✨ Maximum Retention Period for Spend Logs
This walks through how to set the maximum retention period for spend logs. This helps manage database size by deleting old logs automatically.
Requirements
- Postgres (for log storage)
- Redis (optional) — required only if you're running multiple proxy instances and want to enable distributed locking
Usage
Setup
Add this to your proxy_config.yaml under general_settings:
general_settings:
maximum_spend_logs_retention_period: "7d" # Keep logs for 7 days
# Optional: set how frequently cleanup should run - default is daily
maximum_spend_logs_retention_interval: "1d" # Run cleanup daily
# Optional: set exact time for cleanup (Cron syntax)
maximum_spend_logs_cleanup_cron: "0 4 * * *" # Run at 04:00 AM daily
litellm_settings:
cache: true
cache_params:
type: redis
Configuration Options
maximum_spend_logs_retention_period (required)
How long logs should be kept before deletion. Supported formats:
"7d"– 7 days"24h"– 24 hours"60m"– 60 minutes"3600s"– 3600 seconds
maximum_spend_logs_retention_interval (optional)
How often the cleanup job should run. Uses the same format as above.

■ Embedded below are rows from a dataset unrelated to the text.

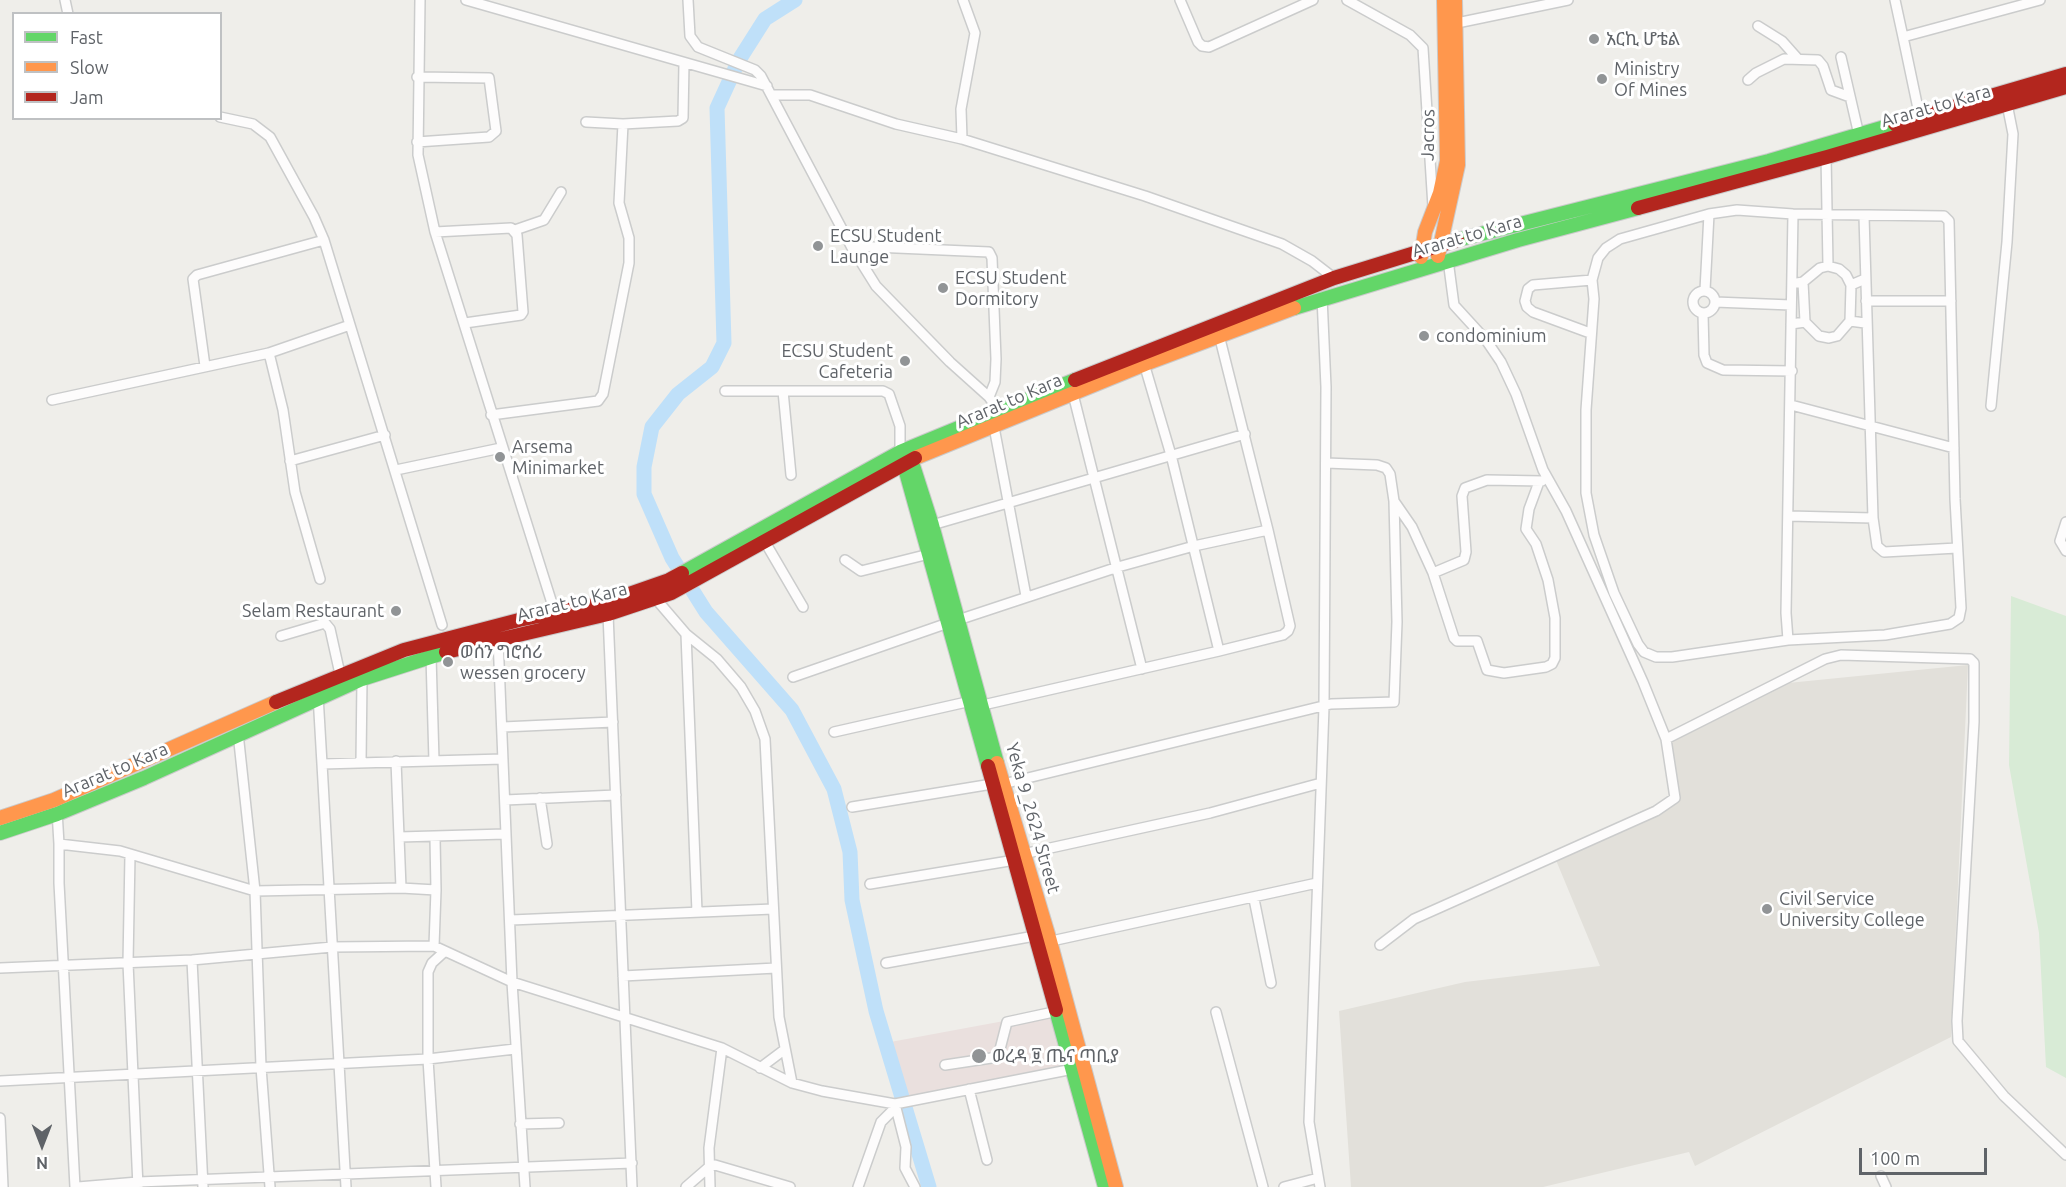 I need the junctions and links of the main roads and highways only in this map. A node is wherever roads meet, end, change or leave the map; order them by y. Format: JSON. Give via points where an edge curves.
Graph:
{"nodes":[{"id":1,"x":1444,"y":0,"type":"edge"},
{"id":2,"x":1455,"y":0,"type":"edge"},
{"id":3,"x":2066,"y":74,"type":"edge"},
{"id":4,"x":2066,"y":87,"type":"edge"},
{"id":5,"x":1825,"y":151,"type":"junction"},
{"id":6,"x":1439,"y":247,"type":"junction"},
{"id":7,"x":1422,"y":249,"type":"junction"},
{"id":8,"x":1443,"y":262,"type":"junction"},
{"id":9,"x":1420,"y":268,"type":"junction"},
{"id":10,"x":1143,"y":358,"type":"junction"},
{"id":11,"x":905,"y":452,"type":"junction"},
{"id":12,"x":918,"y":496,"type":"junction"},
{"id":13,"x":821,"y":500,"type":"junction"},
{"id":14,"x":692,"y":576,"type":"junction"},
{"id":15,"x":647,"y":598,"type":"junction"},
{"id":16,"x":558,"y":619,"type":"junction"},
{"id":17,"x":953,"y":622,"type":"junction"},
{"id":18,"x":318,"y":691,"type":"junction"},
{"id":19,"x":141,"y":772,"type":"junction"},
{"id":20,"x":56,"y":807,"type":"junction"},
{"id":21,"x":0,"y":818,"type":"edge"},
{"id":22,"x":0,"y":833,"type":"edge"},
{"id":23,"x":1043,"y":938,"type":"junction"},
{"id":24,"x":1105,"y":1187,"type":"edge"},
{"id":25,"x":1116,"y":1187,"type":"edge"}],
"edges":[{"from":1,"to":7,"type":"main road","name":"Jacros","via":[[1447,160]]},
{"from":2,"to":6,"type":"main road","name":"Jacros","via":[[1458,165]]},
{"from":3,"to":5,"type":"main road","name":"Ararat to Kara","via":[[1859,135]]},
{"from":4,"to":5,"type":"main road","name":"Ararat to Kara"},
{"from":5,"to":6,"type":"main road","name":"Ararat to Kara"},
{"from":5,"to":8,"type":"main road","name":"Ararat to Kara"},
{"from":6,"to":7,"type":"main road","name":"Ararat to Kara"},
{"from":6,"to":8,"type":"main road","name":"Jacros"},
{"from":7,"to":9,"type":"main road","name":"Jacros"},
{"from":7,"to":10,"type":"main road","name":"Ararat to Kara","via":[[1334,278]]},
{"from":8,"to":9,"type":"main road","name":"Ararat to Kara"},
{"from":9,"to":10,"type":"main road","name":"Ararat to Kara"},
{"from":10,"to":11,"type":"main road","name":"Ararat to Kara","via":[[998,410]]},
{"from":10,"to":11,"type":"main road","name":"Ararat to Kara","via":[[1073,394],[994,427]]},
{"from":11,"to":12,"type":"main road","name":"Yeka 9_2624 Street"},
{"from":11,"to":13,"type":"main road","name":"Ararat to Kara"},
{"from":12,"to":17,"type":"main road","name":"Yeka 9_2624 Street","via":[[929,554]]},
{"from":12,"to":17,"type":"main road","name":"Yeka 9_2624 Street","via":[[932,525]]},
{"from":13,"to":14,"type":"main road","name":"Ararat to Kara"},
{"from":13,"to":14,"type":"main road","name":"Ararat to Kara","via":[[765,542]]},
{"from":14,"to":15,"type":"main road","name":"Ararat to Kara"},
{"from":15,"to":16,"type":"main road","name":"Ararat to Kara"},
{"from":15,"to":16,"type":"main road","name":"Ararat to Kara","via":[[608,614]]},
{"from":16,"to":18,"type":"main road","name":"Ararat to Kara"},
{"from":16,"to":18,"type":"main road","name":"Ararat to Kara","via":[[404,650],[340,674]]},
{"from":17,"to":23,"type":"main road","name":"Yeka 9_2624 Street"},
{"from":18,"to":19,"type":"main road","name":"Ararat to Kara"},
{"from":18,"to":19,"type":"main road","name":"Ararat to Kara","via":[[238,734]]},
{"from":19,"to":20,"type":"main road","name":"Ararat to Kara"},
{"from":20,"to":21,"type":"main road","name":"Ararat to Kara"},
{"from":20,"to":22,"type":"main road","name":"Ararat to Kara"},
{"from":23,"to":24,"type":"main road","name":"Yeka 9_2624 Street","via":[[1058,1011]]},
{"from":23,"to":25,"type":"main road","name":"Yeka 9_2624 Street"}]}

If not set, cleanup will run every 24 hours if and only if maximum_spend_logs_retention_period is set.
maximum_spend_logs_cleanup_cron (optional)
Schedule the cleanup using standard cron syntax. This takes precedence over maximum_spend_logs_retention_interval.
Examples:
"0 4 * * *"– Run at 04:00 AM daily"0 0 * * 0"– Run at midnight every Sunday"*/30 * * * *"– Run every 30 minutes
How it works
Step 1. Lock Acquisition (Optional with Redis)
If Redis is enabled, LiteLLM uses it to make sure only one instance runs the cleanup at a time.
- If the lock is acquired:
- This instance proceeds with cleanup
- Others skip it
- If no lock is present:
- Cleanup still runs (useful for single-node setups)

Working of spend log deletions
Step 2. Batch Deletion
Once cleanup starts:
- It calculates the cutoff date using the configured retention period
- Deletes logs older than the cutoff in batches (default size
1000) - Adds a short delay between batches to avoid overloading the database
Default settings:
- Batch size: 1000 logs (configurable via
SPEND_LOG_CLEANUP_BATCH_SIZE) - Max batches per run: 500
- Max deletions per run: 500,000 logs
You can change the cleanup parameters using environment variables:
SPEND_LOG_RUN_LOOPS=200
# optional: change batch size from the default 1000
SPEND_LOG_CLEANUP_BATCH_SIZE=2000
This would allow up to 200,000 logs to be deleted in one run.

Batch deletion of old logs
Partitioning for high-volume deployments
At high request volume (millions of rows per day), retention via DELETE becomes a problem. Deleting rows does not return disk to the operating system; it leaves dead tuples ("tombstones") that autovacuum has to reclaim later. When writes outpace autovacuum, the table keeps growing on disk even though the logical row count is bounded, and LiteLLM_SpendLogs can reach hundreds of GB in a month.
The fix is native Postgres range partitioning on startTime. With a partitioned table, retention drops whole partitions with DROP TABLE, an instant metadata operation that frees disk immediately, with no tombstones and no vacuum. When LiteLLM detects that LiteLLM_SpendLogs is partitioned, the same cleanup job automatically switches from batched deletes to dropping expired partitions, and it pre-creates upcoming partitions on each run so writes always have a partition to land in.
This is opt-in. The default schema is not partitioned, so existing deployments are unaffected until you convert the table.
Converting the table
Partitioning a populated table cannot be done in place, so the conversion renames the existing table aside and creates a fresh partitioned table. The partition key must be part of the primary key, so the primary key becomes the composite ("request_id", "startTime"); LiteLLM's spend-log write path uses INSERT ... ON CONFLICT DO NOTHING, which is compatible with this.
Run the runbook in db_scripts/partition_spend_logs.sql against your database (test on a staging copy and take a backup first). It creates the partitioned parent, the composite primary key, the startTime index, and a DEFAULT partition as a safety net for any out-of-range rows.
After converting, set a retention period as shown above and the cleanup job manages partitions for you.
Tuning
| Environment variable | Default | Description |
|---|---|---|
SPEND_LOG_PARTITION_INTERVAL | day | Partition granularity: day, week, or month. Use day for high-volume tables so retention is precise and individual partitions stay manageable. |
SPEND_LOG_PARTITION_PRECREATE_AHEAD | 7 | How many future partitions to pre-create on each cleanup run. |
A partition is only dropped once its entire time range is older than the retention cutoff, so effective retention is rounded up to the partition granularity.